国が維持され発展していくためには、自分や家族を守るとともに、国民として国に貢献する気持ち、「国を愛する心」が必要です。「国を愛する心を養う」ためには、国を知ることから始まります。国を知るためには、その歴史を学ぶことであり、特に原点を確認することが大事だと思います。つまり、「建国をしの」ぶことです。
●建国をしのぶ 神武天皇 橿原宮建都の令
日本書紀には、神武天皇による橿原宮建都の令として、次のように記載されています。
「東征についてから六年になつた。天神の勢威のお蔭で凶徒は殺された。だが周辺の地はまだ治まらない。残りのわざはひはなほ根強いが、内州の地は騒ぐものもない。皇都をひらきひろめて御殿を造らう。しかしいま世の中はまだ開けてゐないが、民の心は素朴である。人々は巣に棲んだり穴に住んだりして、未開のならはしが変はらずにある。そもそも大人(聖人)が制を立てて、道理が正しく行はれる(義必ず時に随う)。民の利となるならば、どんなことでも聖の行ふわざとして間違ひはない。まさに山林を開き払ひ、宮室を造つて謹んで尊い位につき、民衆(元元おおみたから=百姓)を安んずべきである。上は天神の国をお授け下さつた御徳に答へ、下は皇孫の正義を育てられた心を弘めよう。その後、国中を一つにして都を開き、天下(八紘)を掩ひて家(宇)と為すことは、また良いことではないか。見れば、かの畝傍山の東南の橿原の地は、思ふに国の真中である。ここに都を造るべきである」
●建国の理想 君民共治 大家族主義
神武天皇は、一般庶民のことを「元元」(おおみたから)と呼び、国の元であり、宝であり、国中(八紘)を一つの大きな家(宇)と為す(八紘為宇)と述べています。君は民を思い、民とともにわが国を治める君民共治の理想、大家族主義が、建国時から明確にされています。その考え方は125代の万世一系の皇統とともに、紆余曲折を経ながら現代まで脈々と受け継がれていると思います。

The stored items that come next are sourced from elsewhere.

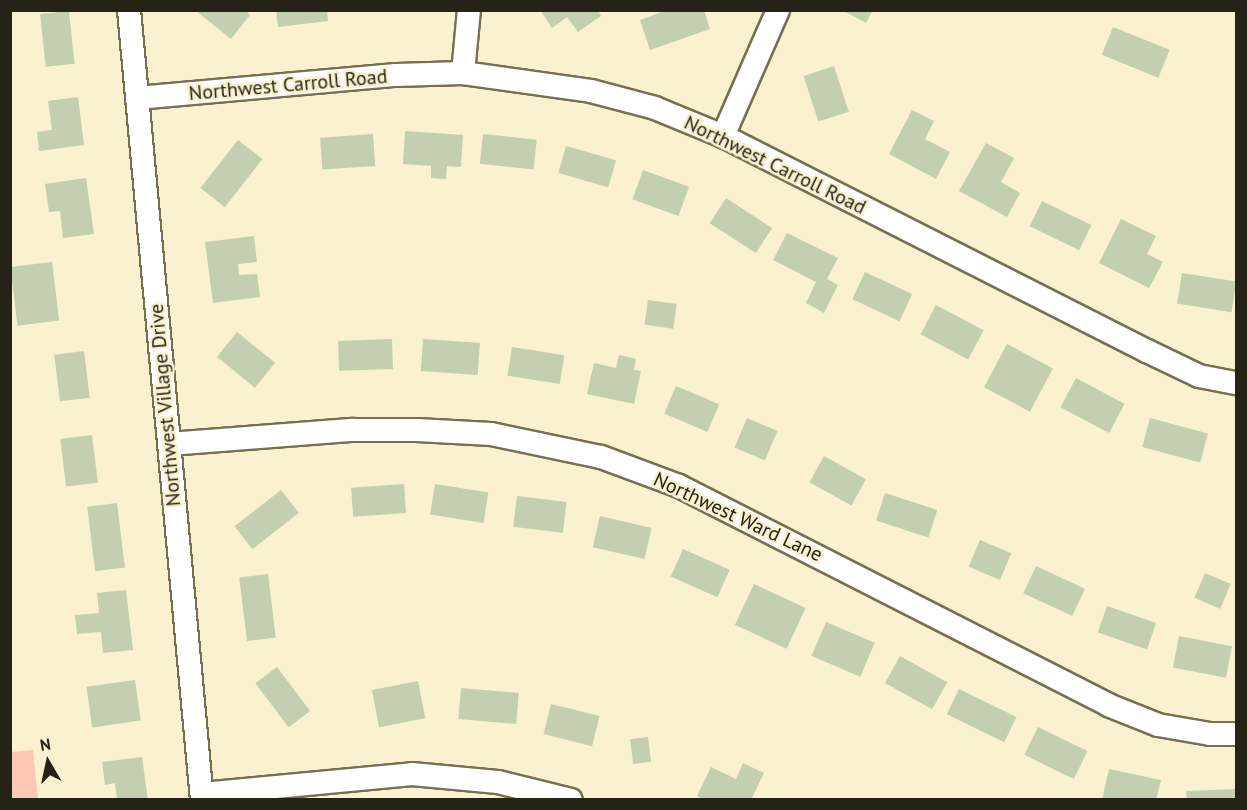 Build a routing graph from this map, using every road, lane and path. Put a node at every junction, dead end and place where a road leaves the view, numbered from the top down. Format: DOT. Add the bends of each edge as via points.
graph roads {
  1 [pos="129,10"];
  2 [pos="468,10"];
  3 [pos="778,10"];
  4 [pos="463,73"];
  5 [pos="137,99"];
  6 [pos="723,136"];
  7 [pos="1236,383"];
  8 [pos="169,444"];
  9 [pos="1236,734"];
  10 [pos="202,797"];
  11 [pos="571,800"];
  1 -- 5 [label="street, Northwest Village Drive"];
  2 -- 4 [label="street"];
  3 -- 6 [label="street"];
  4 -- 5 [label="street, Northwest Carroll Road" via="396,75"];
  4 -- 6 [label="street, Northwest Carroll Road" via="591,90 655,108"];
  5 -- 8 [label="street, Northwest Village Drive"];
  6 -- 7 [label="street, Northwest Carroll Road" via="1147,351 1199,376"];
  8 -- 9 [label="street, Northwest Ward Lane" via="353,430 417,430 491,434 601,457 679,486 1108,705 1158,725"];
  8 -- 10 [label="street, Northwest Village Drive"];
  10 -- 11 [label="street" via="412,774 498,782"];
} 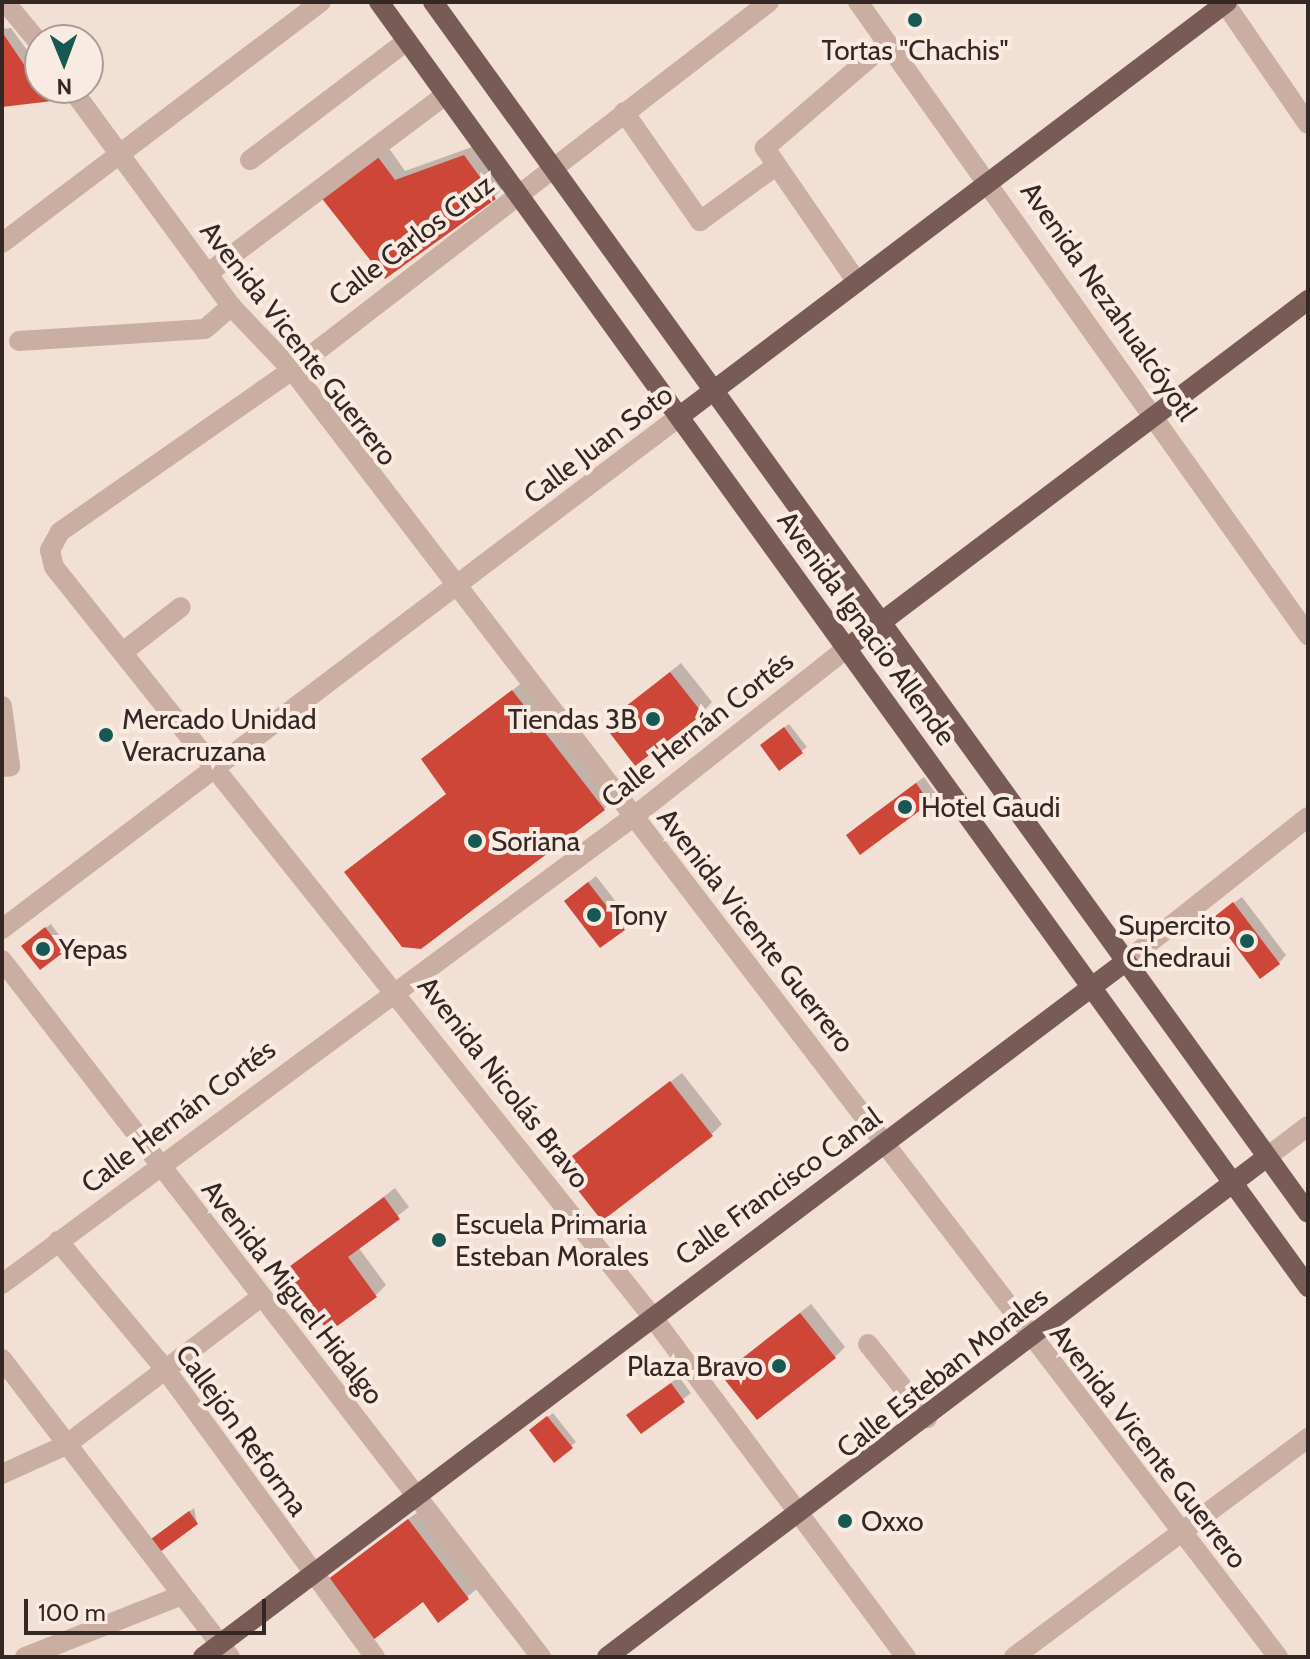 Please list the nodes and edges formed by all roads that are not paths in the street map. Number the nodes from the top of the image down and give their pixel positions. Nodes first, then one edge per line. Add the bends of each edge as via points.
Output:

初代神武天皇が実在するかどうかという論争がありますが、神武天皇の掲げた建国の理想が、国難の中明治維新の原動力となり、わが国の近代化の背骨になったことは間違いない歴史的事実です。今でも4月3日には、宮中や橿原神宮はじめ全国各地で、神武天皇を偲ぶ祭祀が斎行されています。昨年は2600年式年祭であり、今年は2601年目となります。
現在わが国は、厳しい安全保障環境の中にあります。また、急速なグローバル化の中で、経済や国民生活に大きな影響が出ています。だからこそ、「建国をしのび、国を愛する心を養う」建国記念の日が、今後益々重要になってくると思います。